There are my exact protests echoed back to me, then so simply and spectacularly nullified.
"The resurrection of Christ is the usual message of Easter. However, we must remember that indissolubly linked with the resurrection of our Lord is the resurrection of all of His saints. It is also well for us to remember that sickness and death are also linked with the resurrection. Sickness and the collapse of the physical man leads to death, and the resurrection is the glorious conquest over the reign of death."
"Where man has never dared to make battle, the Son of Man, alone, entered, and grappled with the monster who is man's greatest and last enemy. Stealthily the deathless Son of God pressed on His way to Calvary. He voluntarily gave up His life, He purposely yielded up His spirit, bowed His head and died, that He might conquer death. Jesus Christ not only died, but they laid His body in a sealed tomb. He Himself descended in hell. He went down where death reigned and where it holds its ghoul-like sway. He entered without fear, met sin on the Cross, broke its reign; met death and hell in its own realm, and vanquished them both. Here is the graphic way in which the Book of books describes the Risen Christ.
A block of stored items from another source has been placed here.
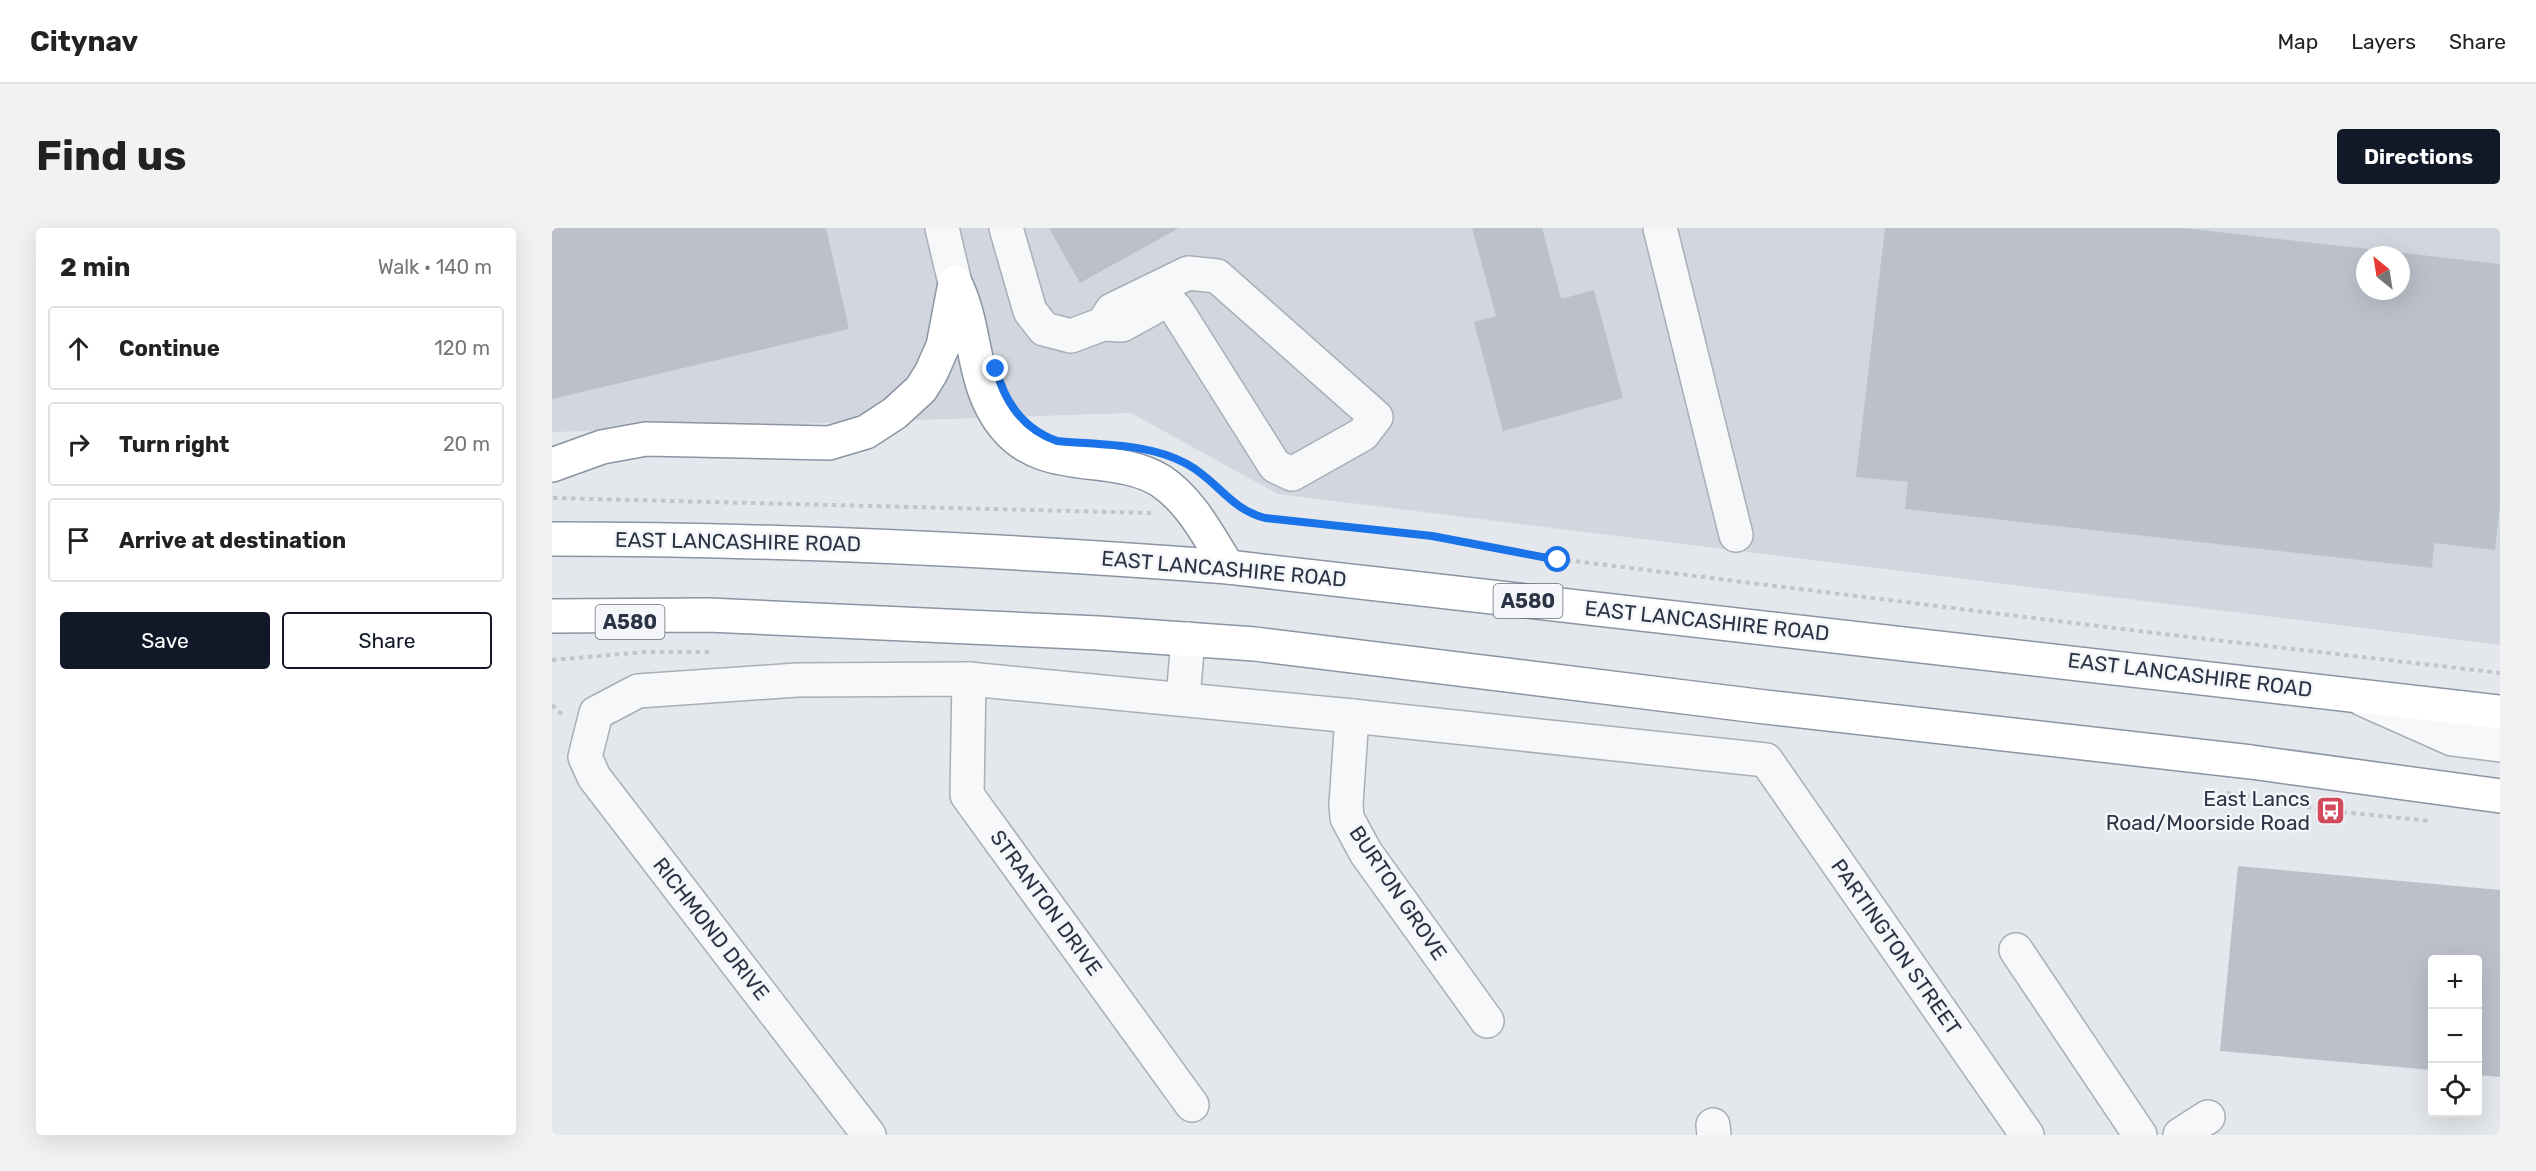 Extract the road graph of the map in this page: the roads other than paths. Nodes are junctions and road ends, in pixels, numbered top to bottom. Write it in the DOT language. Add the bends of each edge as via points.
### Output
graph roads {
  1 [pos="942,228"];
  2 [pos="1006,228"];
  3 [pos="1660,228"];
  4 [pos="954,283"];
  5 [pos="1108,317"];
  6 [pos="552,465"];
  7 [pos="1736,535"];
  8 [pos="552,539"];
  9 [pos="1228,567"];
  10 [pos="708,615"];
  11 [pos="552,616"];
  12 [pos="552,630"];
  13 [pos="1188,639"];
  14 [pos="969,679"];
  15 [pos="2352,694"];
  16 [pos="1183,699"];
  17 [pos="2500,712"];
  18 [pos="1352,716"];
  19 [pos="2500,745"];
  20 [pos="2500,796"];
  21 [pos="2016,951"];
  22 [pos="1487,1021"];
  23 [pos="1192,1105"];
  24 [pos="2208,1117"];
  25 [pos="869,1135"];
  26 [pos="2027,1135"];
  27 [pos="2140,1135"];
  28 [pos="2180,1135"];
  1 -- 4 [label="street"];
  2 -- 5 [label="street" via="1030,311 1044,329 1071,336"];
  3 -- 7 [label="street"];
  4 -- 6 [label="highway" via="943,346 931,373 921,389 896,413 866,432 829,443 646,439 602,447"];
  4 -- 9 [label="highway" via="965,306 982,386 1007,430 1047,455 1068,461 1118,465 1160,481 1192,510"];
  5 -- 5 [label="street" via="1122,325 1167,300 1275,466 1292,474 1363,434 1376,417 1217,276 1188,273"];
  8 -- 9 [label="highway, EAST LANCASHIRE ROAD / A580" via="886,546"];
  9 -- 15 [label="highway, EAST LANCASHIRE ROAD / A580"];
  10 -- 11 [label="highway, A580"];
  10 -- 12 [label="highway, A580"];
  10 -- 13 [label="highway, A580"];
  13 -- 16 [label="street"];
  13 -- 20 [label="highway, A580" via="2251,762"];
  14 -- 16 [label="street"];
  14 -- 23 [label="street, STRANTON DRIVE" via="967,795"];
  14 -- 25 [label="street, RICHMOND DRIVE" via="797,680 638,691 596,713 585,757 594,777"];
  15 -- 17 [label="highway, EAST LANCASHIRE ROAD / A580"];
  15 -- 19 [label="street" via="2452,739"];
  16 -- 18 [label="street"];
  18 -- 22 [label="street, BURTON GROVE" via="1347,818 1366,853"];
  18 -- 26 [label="street, PARTINGTON STREET" via="1766,759"];
  21 -- 27 [label="street"];
  24 -- 28 [label="street"];
} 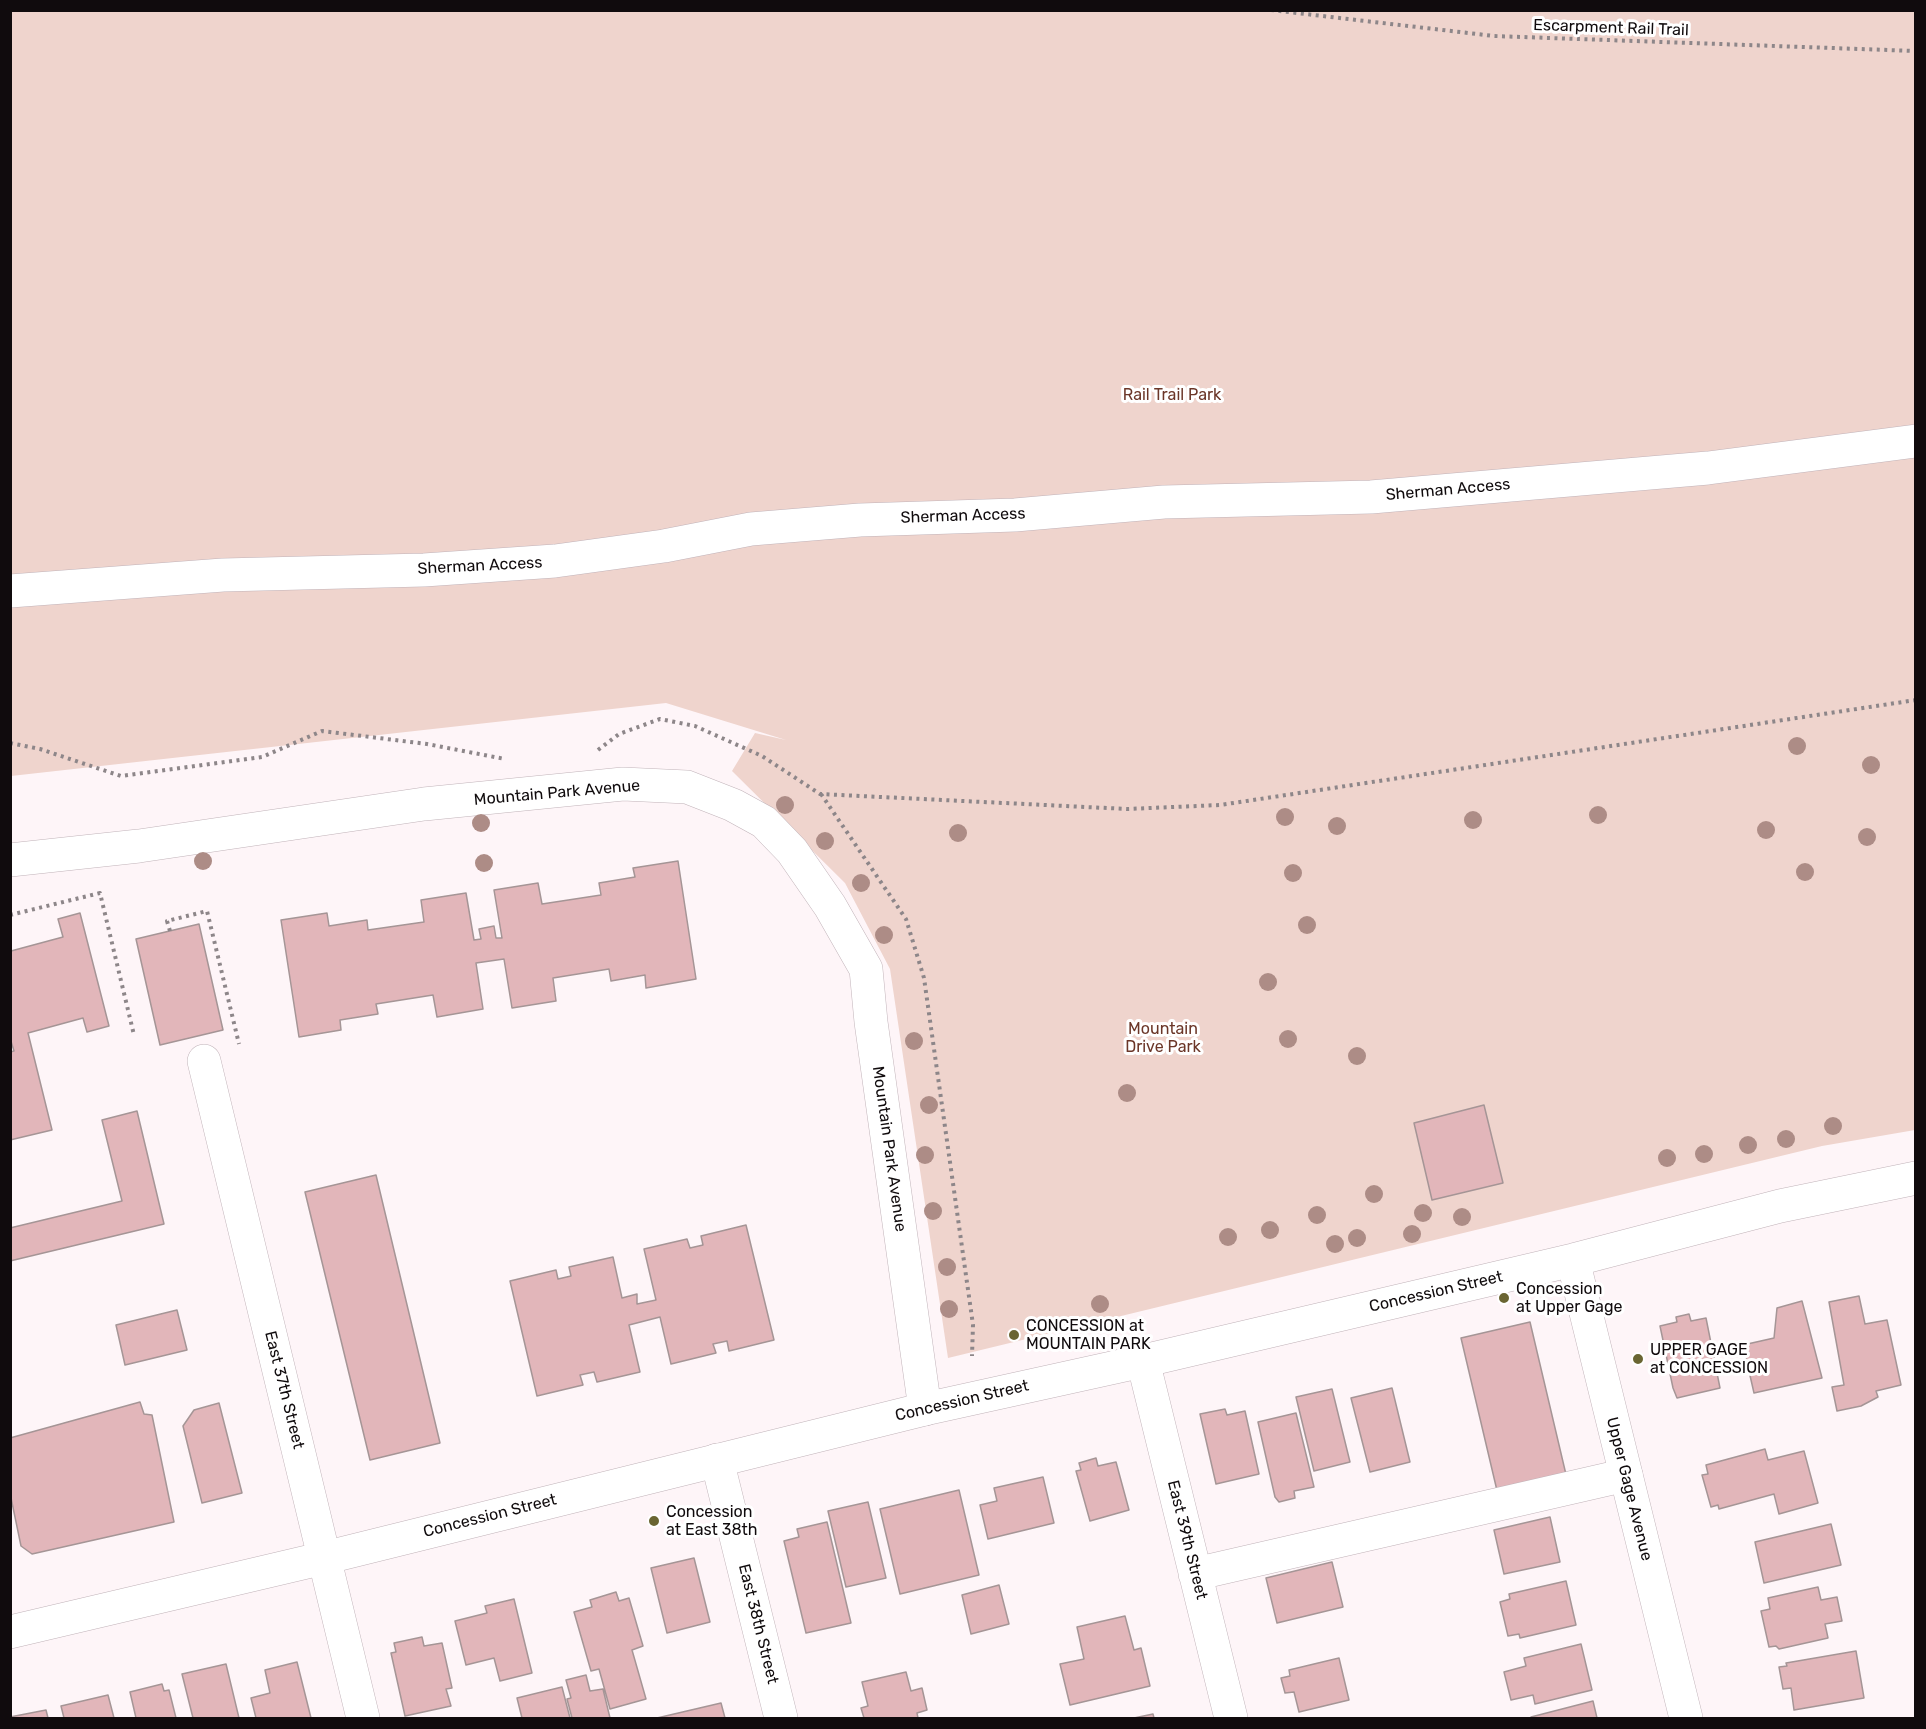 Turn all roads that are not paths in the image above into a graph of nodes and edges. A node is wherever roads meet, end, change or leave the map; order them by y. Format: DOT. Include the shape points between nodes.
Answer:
graph roads {
  1 [pos="1916,441"];
  2 [pos="10,591"];
  3 [pos="10,860"];
  4 [pos="204,1061"];
  5 [pos="1916,1178"];
  6 [pos="1573,1260"];
  7 [pos="1143,1361"];
  8 [pos="925,1409"];
  9 [pos="717,1460"];
  10 [pos="1626,1475"];
  11 [pos="324,1558"];
  12 [pos="1195,1574"];
  13 [pos="10,1632"];
  14 [pos="363,1719"];
  15 [pos="781,1719"];
  16 [pos="1231,1719"];
  17 [pos="1686,1719"];
  1 -- 2 [label="main road, Sherman Access" via="1708,468 1371,497 1164,502 1016,515 860,520 751,529 555,561 424,570 223,575"];
  3 -- 8 [label="main road, Mountain Park Avenue" via="139,846 424,804 623,784 687,788 733,805 764,822 792,852 830,906 866,969"];
  4 -- 11 [label="main road, East 37th Street"];
  5 -- 6 [label="main road, Concession Street" via="1780,1206"];
  6 -- 7 [label="main road, Concession Street"];
  6 -- 10 [label="main road, Upper Gage Avenue"];
  7 -- 8 [label="main road, Concession Street"];
  7 -- 12 [label="main road, East 39th Street"];
  8 -- 9 [label="main road, Concession Street"];
  9 -- 11 [label="main road, Concession Street"];
  9 -- 15 [label="main road, East 38th Street"];
  10 -- 12 [label="main road"];
  10 -- 17 [label="main road, Upper Gage Avenue"];
  11 -- 13 [label="main road, Concession Street"];
  11 -- 14 [label="main road, East 37th Street"];
  12 -- 16 [label="main road, East 39th Street"];
} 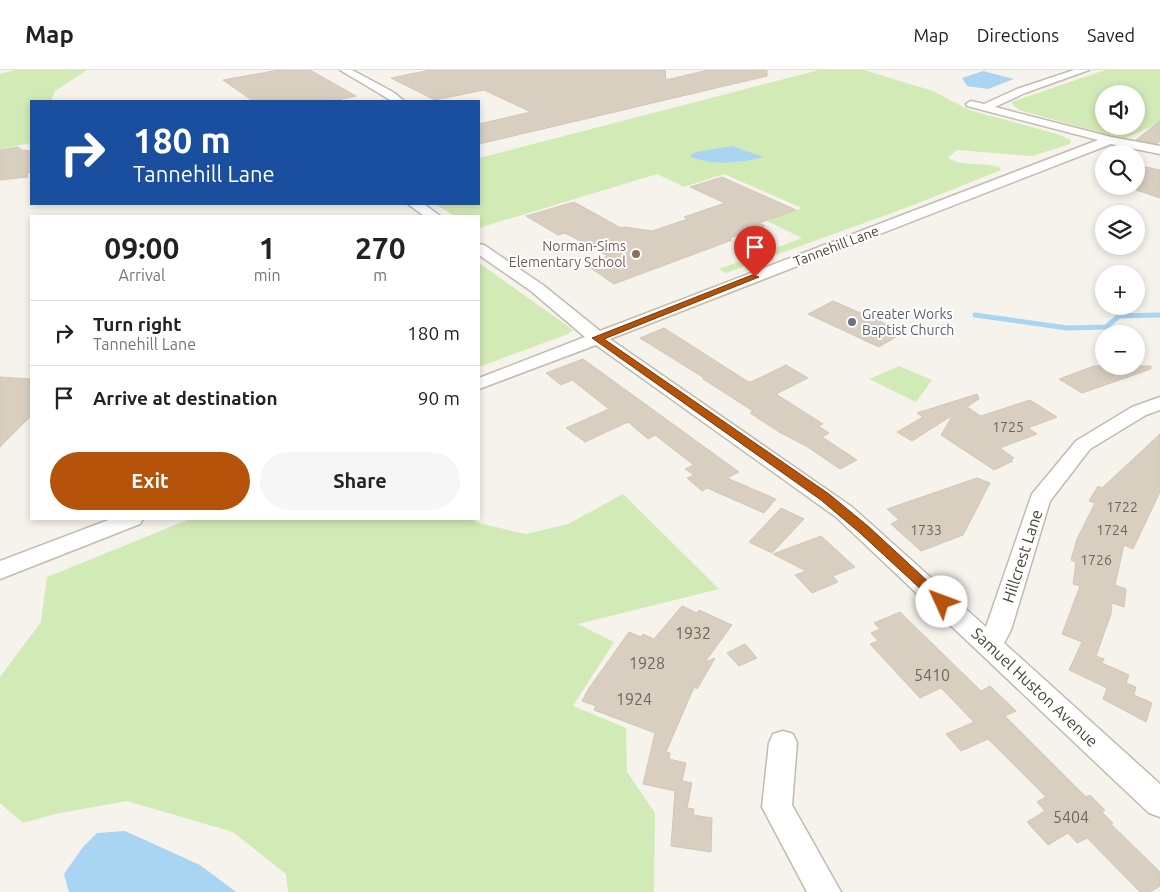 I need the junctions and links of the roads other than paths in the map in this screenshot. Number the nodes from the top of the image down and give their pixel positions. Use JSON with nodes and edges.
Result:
{"nodes":[{"id":1,"x":345,"y":70,"type":"edge"},
{"id":2,"x":1084,"y":70,"type":"edge"},
{"id":3,"x":398,"y":100,"type":"edge"},
{"id":4,"x":971,"y":104,"type":"dead end"},
{"id":5,"x":986,"y":107,"type":"junction"},
{"id":6,"x":1110,"y":140,"type":"junction"},
{"id":7,"x":1160,"y":150,"type":"edge"},
{"id":8,"x":416,"y":205,"type":"edge"},
{"id":9,"x":432,"y":215,"type":"edge"},
{"id":10,"x":480,"y":249,"type":"edge"},
{"id":11,"x":597,"y":338,"type":"junction"},
{"id":12,"x":480,"y":384,"type":"edge"},
{"id":13,"x":1160,"y":403,"type":"edge"},
{"id":14,"x":129,"y":520,"type":"edge"},
{"id":15,"x":0,"y":570,"type":"edge"},
{"id":16,"x":986,"y":642,"type":"junction"},
{"id":17,"x":783,"y":743,"type":"dead end"},
{"id":18,"x":1160,"y":803,"type":"edge"},
{"id":19,"x":825,"y":892,"type":"edge"}],
"edges":[{"from":1,"to":3,"type":"street"},
{"from":2,"to":5,"type":"street"},
{"from":4,"to":5,"type":"street"},
{"from":5,"to":6,"type":"street"},
{"from":6,"to":7,"type":"street"},
{"from":6,"to":11,"type":"street","name":"Tannehill Lane"},
{"from":8,"to":9,"type":"street"},
{"from":10,"to":11,"type":"street","name":"Samuel Huston Avenue"},
{"from":11,"to":12,"type":"street","name":"Tannehill Lane"},
{"from":11,"to":16,"type":"street","name":"Samuel Huston Avenue"},
{"from":13,"to":16,"type":"street","name":"Hillcrest Lane"},
{"from":14,"to":15,"type":"street"},
{"from":16,"to":18,"type":"street","name":"Samuel Huston Avenue"},
{"from":17,"to":19,"type":"street"}]}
John, on the Isle called Patmos, received visions of coming events. The Lord said to John, "Fear not; I am the First and the Last: I am He that liveth, and was dead; and, behold, I am alive forevermore, Amen; and have the keys of hell and of death." Bless God. Christ went down to hell, and came back with its keys in His hand. Now we can cry, "O death, where is thy sting? O grave, where is Thy victory?""
Do you really think Christ can't reach you in that infernal abyss where you fell?
You give death too much credit. Christ has the keys, kiddo.
"Christ said, "This sickness is... for the glory of God." We stand on the circumference of a marvelous thought. God can cause the wreckage of sin, and even the reign of death, to praise Him. Would that we might be able to see in many of our own sorrows the Lord working out for Himself, and incidentally for us, a far more exceeding and eternal weight of glory. Had Martha and Mary known that God was working for His glory and for theirs, they might have sung where they wept."
That's it, that's exactly what my poor heart needed to hear tonight.
My head is spinning. I feel an actual glimmer of hope somewhere.
I'm exhausted. God be glorified. Thank You for this. Amen.